Neville, again, summed it up: “He’s selfless, brilliant, scores goals, sets things up, they can link off him, he makes all the right runs. Outstanding player.”
Where, one wonders, would Liverpool be without him? Certainly not as cohesive a team, and probably not as comfortable at the top of the Premier League.
There are a lot of key players at Anfield, and Firmino is unquestionably high on the list.
Against Spurs, he covered 11.91 kilometres in 90 minutes. Across the whole of the Premier League last weekend, only three players ran further. And all of them – Dele Alli, Matty Longstaff and Jordan Henderson – were midfielders. Only Dominic Solanke of Bournemouth, with 11.73km, came close in terms of strikers.
That’s Firmino, all-action, hard-running, tactically intelligent and technically immaculate. “What a player,” says Jordan Henderson, his captain. “He is a really important for us, as everyone knows.”
It is the variation which stands out. There are more prolific finishers around, for sure. There are quicker players and more physically dominant players. There are players who strike the ball cleaner and who are more explosive dribblers.
But none combine those skills quite like Firmino. He has the subtlety and awareness of a No.10, the strength and movement of a striker, the touch and skill of a winger and the engine of a midfielder. He tackles more than some defenders do, as well.

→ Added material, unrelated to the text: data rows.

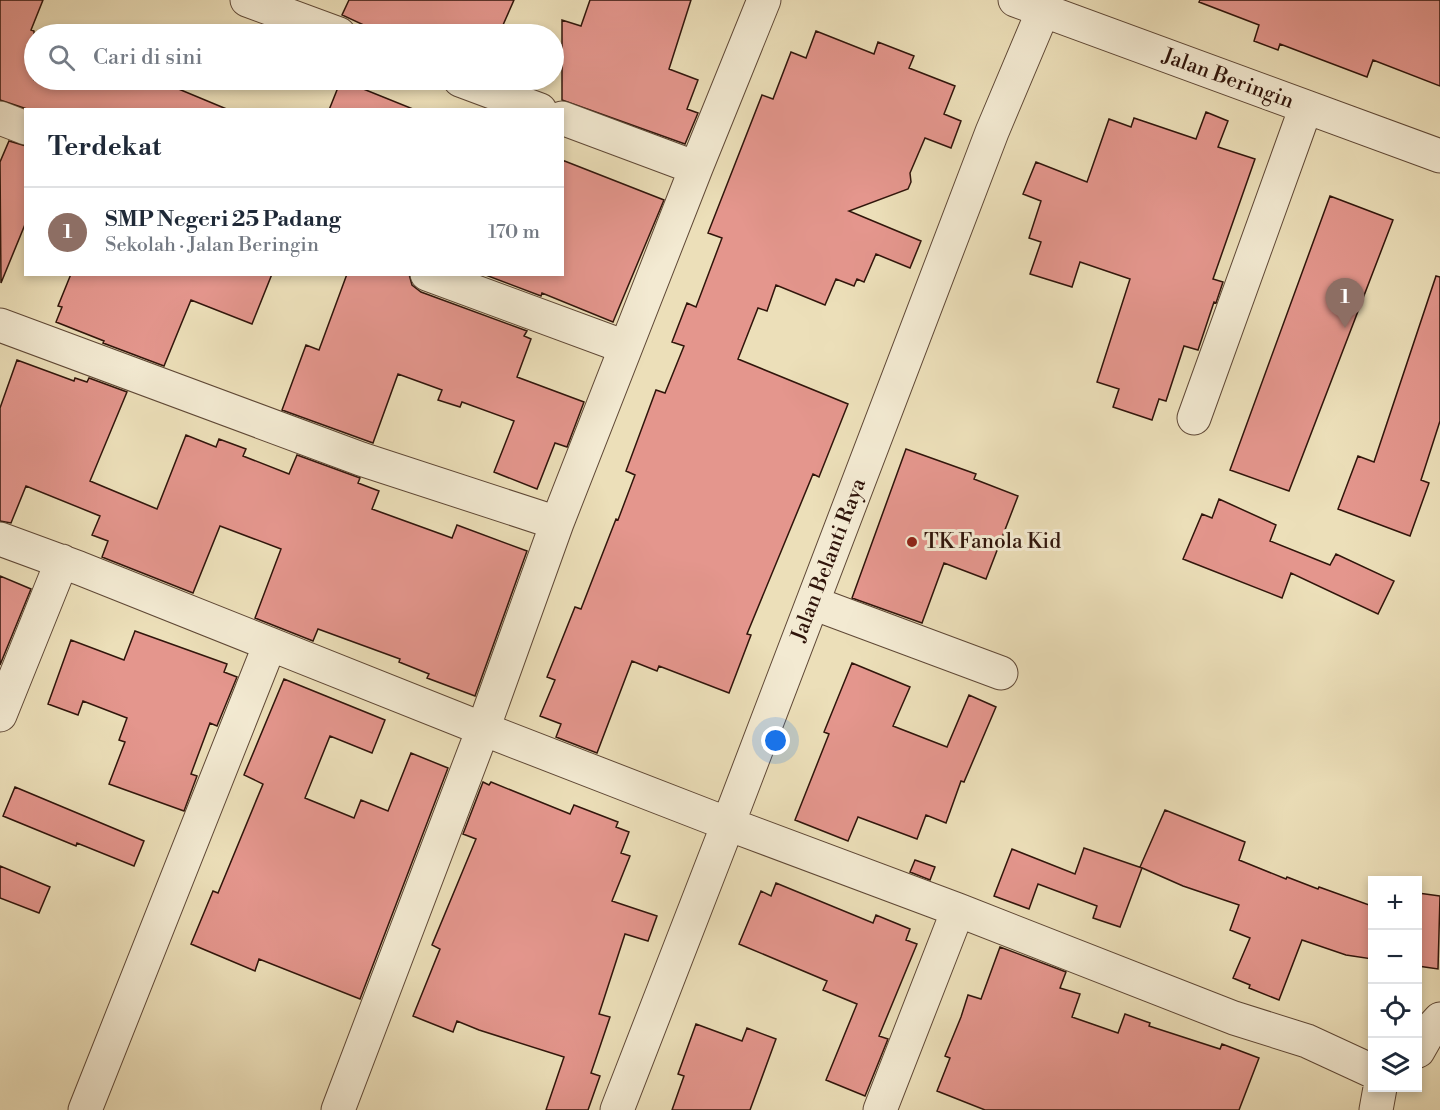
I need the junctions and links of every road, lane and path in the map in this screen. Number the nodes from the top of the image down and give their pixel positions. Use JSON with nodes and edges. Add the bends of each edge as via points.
{"nodes":[{"id":1,"x":247,"y":0,"type":"edge"},
{"id":2,"x":765,"y":0,"type":"edge"},
{"id":3,"x":1029,"y":5,"type":"edge"},
{"id":4,"x":312,"y":24,"type":"edge"},
{"id":5,"x":487,"y":90,"type":"edge"},
{"id":6,"x":1306,"y":107,"type":"junction"},
{"id":7,"x":535,"y":108,"type":"edge"},
{"id":8,"x":0,"y":118,"type":"edge"},
{"id":9,"x":564,"y":119,"type":"edge"},
{"id":10,"x":24,"y":127,"type":"edge"},
{"id":11,"x":1440,"y":156,"type":"edge"},
{"id":12,"x":696,"y":168,"type":"junction"},
{"id":13,"x":432,"y":276,"type":"edge"},
{"id":14,"x":0,"y":325,"type":"edge"},
{"id":15,"x":625,"y":347,"type":"junction"},
{"id":16,"x":1194,"y":418,"type":"dead end"},
{"id":17,"x":557,"y":523,"type":"junction"},
{"id":18,"x":0,"y":539,"type":"edge"},
{"id":19,"x":62,"y":561,"type":"junction"},
{"id":20,"x":813,"y":603,"type":"junction"},
{"id":21,"x":270,"y":644,"type":"junction"},
{"id":22,"x":1001,"y":673,"type":"dead end"},
{"id":23,"x":0,"y":715,"type":"edge"},
{"id":24,"x":483,"y":729,"type":"junction"},
{"id":25,"x":728,"y":824,"type":"junction"},
{"id":26,"x":958,"y":910,"type":"junction"},
{"id":27,"x":1440,"y":1020,"type":"edge"},
{"id":28,"x":1422,"y":1044,"type":"edge"},
{"id":29,"x":1368,"y":1069,"type":"edge"},
{"id":30,"x":1379,"y":1092,"type":"edge"},
{"id":31,"x":85,"y":1110,"type":"edge"},
{"id":32,"x":338,"y":1110,"type":"edge"},
{"id":33,"x":617,"y":1110,"type":"edge"},
{"id":34,"x":880,"y":1110,"type":"edge"},
{"id":35,"x":1376,"y":1110,"type":"edge"}],
"edges":[{"from":1,"to":4,"type":"street"},
{"from":2,"to":12,"type":"street"},
{"from":3,"to":6,"type":"street","name":"Jalan Beringin"},
{"from":3,"to":20,"type":"street","name":"Jalan Belanti Raya","via":[[992,132]]},
{"from":5,"to":7,"type":"street"},
{"from":6,"to":11,"type":"street","name":"Jalan Beringin"},
{"from":6,"to":16,"type":"street"},
{"from":8,"to":10,"type":"street"},
{"from":9,"to":12,"type":"street"},
{"from":12,"to":15,"type":"street"},
{"from":13,"to":15,"type":"street"},
{"from":14,"to":17,"type":"street","via":[[361,459]]},
{"from":15,"to":17,"type":"street"},
{"from":17,"to":24,"type":"street"},
{"from":18,"to":19,"type":"street"},
{"from":19,"to":21,"type":"street"},
{"from":19,"to":23,"type":"street"},
{"from":20,"to":22,"type":"street"},
{"from":20,"to":25,"type":"street","name":"Jalan Belanti Raya"},
{"from":21,"to":24,"type":"street"},
{"from":21,"to":31,"type":"street"},
{"from":24,"to":25,"type":"street"},
{"from":24,"to":32,"type":"street"},
{"from":25,"to":26,"type":"street"},
{"from":25,"to":33,"type":"street","name":"Jalan Belanti Raya"},
{"from":26,"to":29,"type":"street","via":[[1234,1018],[1307,1041]]},
{"from":26,"to":34,"type":"street"},
{"from":27,"to":28,"type":"street"},
{"from":30,"to":35,"type":"street"}]}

“He’s a great goalscorer,” says Dirk Kuyt, the former Liverpool forward, “but he’s also a team player in everything he does. He has his own style, and that’s what makes him special.”
He is also the sort of player that, you can imagine, may help evolve the role of the No.9 in years to come – just as Henry did.
Henry, you’ll not be surprised to hear, is a big fan.
“He’s the most complete striker in the league,” he has said. "I'm not talking about the best finisher or the best work-rate, I'm talking about all round. He’s the most complete in the league."
That’s Firmino. Changing the game – both for Liverpool and for strikers everywhere.